From the late 1970s until his death, Warhol embarked upon an exploration of abstract imagery and investigated the possibilities inherent in completely nonrepresentational images. For his Oxidations of 1978, commonly referred to as "Piss paintings," Warhol asked people visiting his studio to urinate on canvases that were coated in copper metallic pigment. This was yet another Factory-style endeavor that required the participation of those around him. Unlike the Oxidations, Warhol's abstract works generally have a recognizable source rendered ambiguous through his manipulation of the image. This is the case with the Zeitgeist series of 1982, in which images of German monuments and stadiums are reduced to barely discernible, reductive patterns. Even Warhol's version of the psychiatrist's Rorschachs (1984)—mirror images resembling ink blots that he achieved by folding over the canvases themselves—thread their way between abstraction and "readable" images.
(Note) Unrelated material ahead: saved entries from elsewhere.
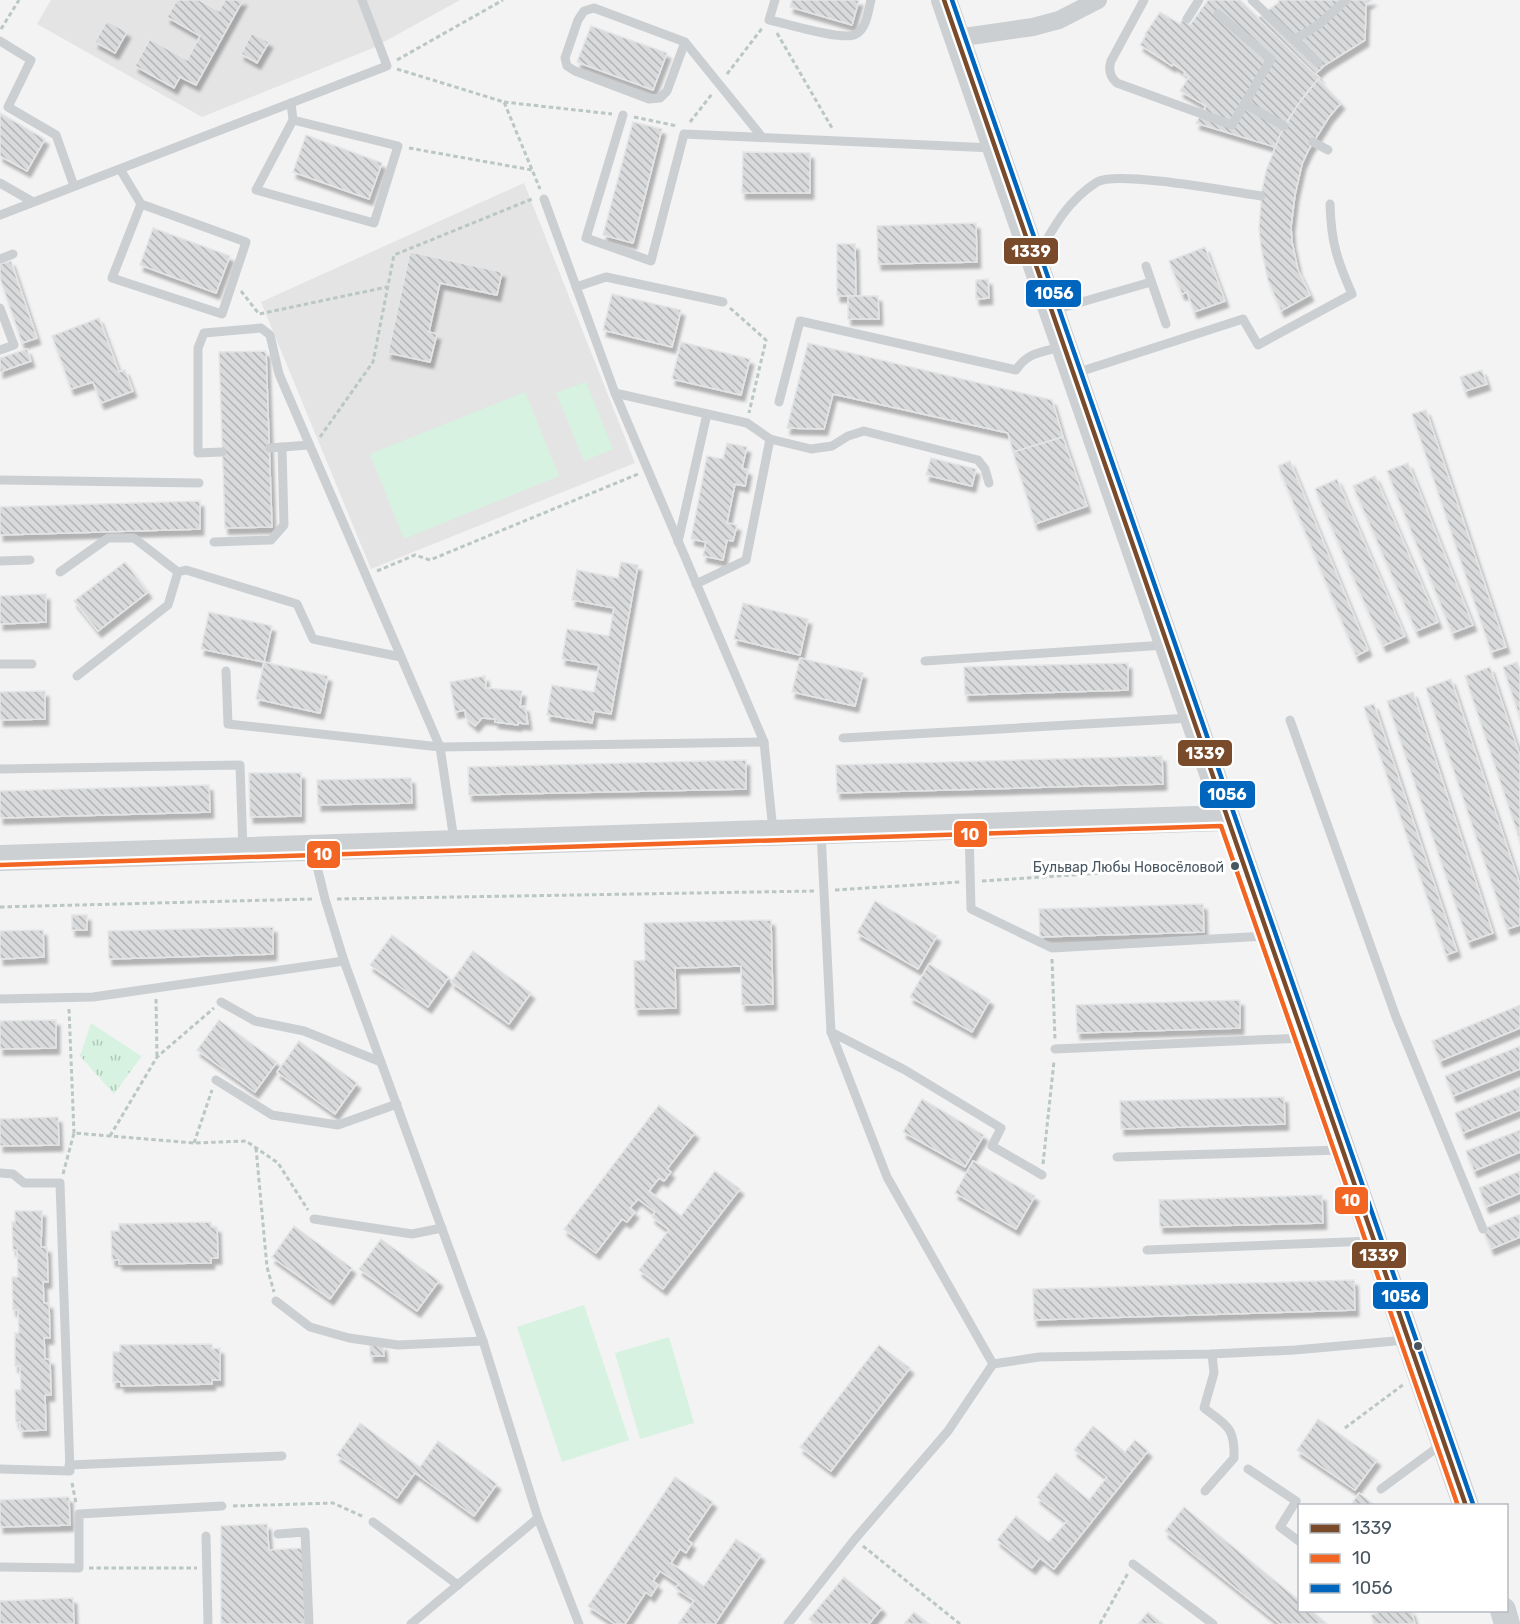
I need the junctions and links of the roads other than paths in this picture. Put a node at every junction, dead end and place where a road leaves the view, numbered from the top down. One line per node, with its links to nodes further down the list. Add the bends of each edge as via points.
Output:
1 (362, 0): 17 (lane, via 387,66)
2 (775, 0): 3 (lane, via 769,20 844,37 857,34 865,24)
3 (871, 0)
4 (944, 0): 12 (street)
5 (1098, 0): 12 (street, via 1059,20)
6 (1144, 0): 18 (lane, via 1111,61 1113,79 1228,125 1234,123)
7 (1199, 0): 11 (lane)
8 (1252, 0): 13 (lane)
9 (1346, 0): 13 (lane)
10 (1218, 14): 18 (lane, via 1271,59)
11 (1187, 19)
12 (957, 38): 24 (street)
13 (1294, 40): 16 (lane)
14 (0, 41): 28 (lane, via 31,60 8,107 56,135)
15 (685, 42): 15 (lane, via 594,8 584,11 578,20 565,58 574,71 650,99 660,98 667,92); 22 (lane)
16 (1318, 63)
17 (291, 103): 20 (lane); 26 (lane)
18 (1245, 104): 21 (lane)
19 (623, 115): 22 (lane, via 586,238 651,261 684,134)
20 (293, 120): 20 (lane, via 398,146 374,223 256,190)
21 (1284, 126)
22 (762, 137): 24 (lane)
23 (1313, 142): 25 (lane)
24 (995, 148): 37 (street)
25 (1328, 150)
26 (120, 169): 28 (lane); 32 (lane)
27 (0, 183): 31 (lane)
28 (74, 186): 31 (lane)
29 (1261, 196): 37 (lane, via 1136,178 1099,180 1072,201)
30 (543, 197): 40 (lane)
31 (33, 202): 34 (lane)
32 (141, 204): 32 (lane, via 246,242 222,314 112,278)
33 (1330, 204): 47 (lane, via 1336,259 1352,294 1258,345 1243,319)
34 (0, 215)
35 (13, 254): 36 (lane)
36 (0, 259)
37 (1035, 262): 43 (street)
38 (1146, 266): 39 (lane)
39 (1151, 282): 43 (lane); 44 (lane)
40 (576, 287): 41 (lane, via 606,277); 48 (lane)
41 (723, 302)
42 (0, 308): 46 (lane, via 14,345)
43 (1052, 311): 45 (street)
44 (1166, 324)
45 (1064, 346): 47 (street); 49 (lane, via 1023,359 1016,370 800,321)
46 (0, 350)
47 (1074, 374): 66 (street)
48 (615, 393): 50 (lane); 60 (lane)
49 (778, 402)
50 (707, 414): 51 (lane, via 747,423); 60 (lane)
51 (770, 439): 58 (lane, via 811,448 832,446 864,431 978,460); 65 (lane, via 746,560)
52 (309, 445): 53 (lane); 55 (lane, via 279,374 270,335 261,328 204,333 198,348 198,453); 67 (lane)
53 (282, 447): 54 (lane); 59 (lane, via 284,525 271,540)
54 (270, 448)
55 (222, 452)
56 (0, 480): 57 (lane)
57 (199, 483)
58 (989, 483)
59 (214, 542)
60 (678, 542): 65 (lane)
61 (30, 560): 62 (lane)
62 (0, 561)
63 (60, 572): 64 (lane, via 108,538 134,538)
64 (178, 572): 67 (lane, via 186,570 297,604 314,639); 72 (lane, via 168,605)
65 (696, 584): 76 (lane)
66 (1167, 645): 68 (lane); 73 (street)
67 (401, 657): 77 (lane)
68 (925, 661)
69 (0, 664): 70 (lane)
70 (32, 664)
71 (226, 671): 77 (lane, via 228,724)
72 (78, 676)
73 (1193, 718): 75 (lane); 79 (street)
74 (1290, 720): 103 (lane, via 1396,1017)
75 (843, 738)
76 (764, 742): 77 (lane); 82 (lane)
77 (440, 747): 83 (lane)
78 (0, 769): 85 (lane, via 240,765)
79 (1226, 818): 80 (street); 87 (street)
80 (969, 826): 81 (street); 87 (lane, via 971,909 1052,948)
81 (821, 831): 82 (street); 91 (lane)
82 (773, 832): 83 (street)
83 (454, 843): 84 (street)
84 (313, 848): 85 (street); 88 (lane)
85 (243, 850): 86 (street)
86 (0, 858)
87 (1268, 936): 92 (street)
88 (344, 961): 89 (lane, via 93,997); 94 (lane)
89 (0, 999)
90 (221, 1002): 94 (lane, via 255,1021 304,1031)
91 (831, 1032): 100 (lane, via 905,1070 1001,1128 992,1146); 110 (lane, via 887,1177)
92 (1304, 1038): 93 (lane); 97 (street)
93 (1055, 1049)
94 (381, 1062): 96 (lane)
95 (216, 1080): 96 (lane, via 272,1114 338,1125)
96 (396, 1104): 102 (lane)
97 (1343, 1150): 98 (lane); 104 (street)
98 (1117, 1156)
99 (0, 1173): 114 (lane, via 13,1174 24,1183 60,1183)
100 (1042, 1175)
101 (314, 1219): 102 (lane, via 412,1234)
102 (442, 1228): 108 (lane)
103 (1483, 1229)
104 (1374, 1241): 105 (lane); 107 (street)
105 (1147, 1250)
106 (276, 1301): 108 (lane, via 310,1327 349,1338 398,1345)
107 (1409, 1340): 109 (lane); 111 (street)
108 (483, 1341): 120 (lane)
109 (1212, 1354): 110 (lane, via 1039,1357); 117 (lane, via 1214,1373 1204,1408 1230,1428 1234,1458)
110 (993, 1364): 132 (lane, via 948,1431)
111 (1444, 1442): 116 (lane); 118 (street)
112 (282, 1456): 114 (lane)
113 (0, 1468): 114 (lane)
114 (69, 1468)
115 (1248, 1469): 124 (lane, via 1296,1501 1280,1527)
116 (1381, 1489)
117 (1205, 1491)
118 (1465, 1504)
119 (222, 1506): 126 (lane, via 79,1514 79,1568)
120 (538, 1518): 127 (lane); 131 (lane)
121 (373, 1522): 127 (lane)
122 (278, 1534): 129 (lane, via 304,1532)
123 (206, 1536): 128 (lane)
124 (1298, 1541)
125 (1133, 1564): 133 (lane)
126 (0, 1567)
127 (458, 1585): 130 (lane)
128 (208, 1624)
129 (309, 1624)
130 (411, 1624)
131 (579, 1624)
132 (788, 1624)
133 (1213, 1624)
Fascinated by the act of recording and documenting, Warhol chronicled all aspects of his life and work with a tape recorder and later with a video camera. His earliest experiments with video, referred to as The Factory Diaries, date back to 1965. In the late 1970s and '80s, he became involved in television production, developing the cable programs Fashion, Andy Warhol's T.V., and Andy Warhol's Fifteen Minutes. These programs demonstrated Warhol's interest in diverse disciplines ranging from fashion to music, and featured pop-culture personalities from designer Betsey Johnson to musician Debbie Harry and model Jerry Hall.

At the end of his career, Warhol was still preoccupied with collaborative projects and worked with Jean-Michel Basquiat and Francesco Clemente on canvases that integrated painting by all three. The series of works from 1986-The Last Supper, Camouflage, and Self-Portrait-reached monumental proportions and, in hindsight, seem to be reflections on mortality. By the time of his death on February 22, 1987, Warhol himself had become a trademark image in his own right.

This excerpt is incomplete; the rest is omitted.